U.S. market sell-off brings short sellers $344 billion profit

(Reuters) - Investors betting on declines in U.S. stocks saw big profits in the last month as equities crashed while the global spread of coronavirus darkened economic prospects and net increases in short selling implying no turnaround in bearish sentiment.

FILE PHOTO: A worker cleans the floor of the New York Stock Exchange (NYSE) as the building prepares to close indefinitely due to the coronavirus disease (COVID-19) outbreak in New York, U.S., March 20, 2020. REUTERS/Lucas Jackson

Short sellers borrow shares in the hope of buying them back at a cheaper price and pocketing the difference.

U.S. shorts saw a one-month paper profit of $343.67 billion (£294.79 billion) from the S&P 500 and Nasdaq’s Feb. 19 peaks through to March 19, according to the latest data from financial technology and analytics firm S3 Partners, which measures bets against U.S. stocks and American Depository receipts.

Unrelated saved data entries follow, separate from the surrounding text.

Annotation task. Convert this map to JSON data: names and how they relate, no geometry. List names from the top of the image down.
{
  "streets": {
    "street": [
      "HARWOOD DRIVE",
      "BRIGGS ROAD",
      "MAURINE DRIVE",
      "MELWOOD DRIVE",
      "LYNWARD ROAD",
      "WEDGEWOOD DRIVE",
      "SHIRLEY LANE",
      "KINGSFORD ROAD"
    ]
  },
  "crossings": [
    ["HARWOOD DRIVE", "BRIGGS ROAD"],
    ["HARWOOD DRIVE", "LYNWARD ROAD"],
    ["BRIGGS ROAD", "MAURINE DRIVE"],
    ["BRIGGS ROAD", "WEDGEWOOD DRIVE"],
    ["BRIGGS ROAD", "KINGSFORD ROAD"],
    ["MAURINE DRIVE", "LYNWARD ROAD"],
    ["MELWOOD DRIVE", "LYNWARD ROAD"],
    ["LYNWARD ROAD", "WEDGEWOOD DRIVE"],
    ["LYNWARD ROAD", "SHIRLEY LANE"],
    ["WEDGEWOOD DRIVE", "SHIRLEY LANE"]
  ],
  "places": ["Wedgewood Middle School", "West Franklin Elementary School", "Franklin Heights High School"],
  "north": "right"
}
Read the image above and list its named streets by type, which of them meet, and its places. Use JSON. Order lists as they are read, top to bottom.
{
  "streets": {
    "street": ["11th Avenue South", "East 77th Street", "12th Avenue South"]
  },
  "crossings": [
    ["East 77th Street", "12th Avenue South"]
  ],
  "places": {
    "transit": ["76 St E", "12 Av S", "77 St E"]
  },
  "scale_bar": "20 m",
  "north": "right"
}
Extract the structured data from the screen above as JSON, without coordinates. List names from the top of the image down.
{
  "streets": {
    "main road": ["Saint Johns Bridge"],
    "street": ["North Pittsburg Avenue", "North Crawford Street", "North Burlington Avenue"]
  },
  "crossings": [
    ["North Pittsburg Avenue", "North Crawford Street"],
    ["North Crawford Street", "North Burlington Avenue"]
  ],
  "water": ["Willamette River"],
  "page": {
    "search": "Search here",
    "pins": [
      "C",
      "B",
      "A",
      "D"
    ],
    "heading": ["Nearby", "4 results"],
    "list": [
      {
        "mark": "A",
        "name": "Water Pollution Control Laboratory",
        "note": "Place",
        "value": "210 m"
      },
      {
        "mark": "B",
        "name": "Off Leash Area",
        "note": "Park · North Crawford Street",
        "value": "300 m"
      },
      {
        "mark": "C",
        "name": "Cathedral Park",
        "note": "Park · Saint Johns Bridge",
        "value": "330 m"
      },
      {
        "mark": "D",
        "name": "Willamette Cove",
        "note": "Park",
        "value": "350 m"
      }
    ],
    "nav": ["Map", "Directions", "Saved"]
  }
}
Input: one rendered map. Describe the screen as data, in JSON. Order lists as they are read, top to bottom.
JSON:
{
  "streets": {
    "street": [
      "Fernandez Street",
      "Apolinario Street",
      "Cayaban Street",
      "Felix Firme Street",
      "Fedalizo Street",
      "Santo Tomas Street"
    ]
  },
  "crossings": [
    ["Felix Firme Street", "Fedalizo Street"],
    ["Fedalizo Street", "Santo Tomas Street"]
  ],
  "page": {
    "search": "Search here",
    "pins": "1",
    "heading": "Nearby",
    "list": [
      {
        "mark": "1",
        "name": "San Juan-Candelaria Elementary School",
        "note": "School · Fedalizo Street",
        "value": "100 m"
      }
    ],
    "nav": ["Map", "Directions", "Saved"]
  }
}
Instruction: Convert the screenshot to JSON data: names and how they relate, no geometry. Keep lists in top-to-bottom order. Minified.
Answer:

The market value of shares sold short dropped to $656.08 billion on March 19 from $958.77 billion on Feb. 19, including a mark-to-market decline of $343.67 billion in the shorted stocks and a net increase of $40.98 billion in short exposure, according to S3.

“Short sellers are topping up their gas tanks ... they continue to have a short bias to the market and they’re making sure they’re at the levels they want to be at,” said Ihor Dusaniwsky, managing director at S3.

“At the moment we’re seeing active short activity across 80% of the sectors which implies there’s still a negative market sentiment,” he added.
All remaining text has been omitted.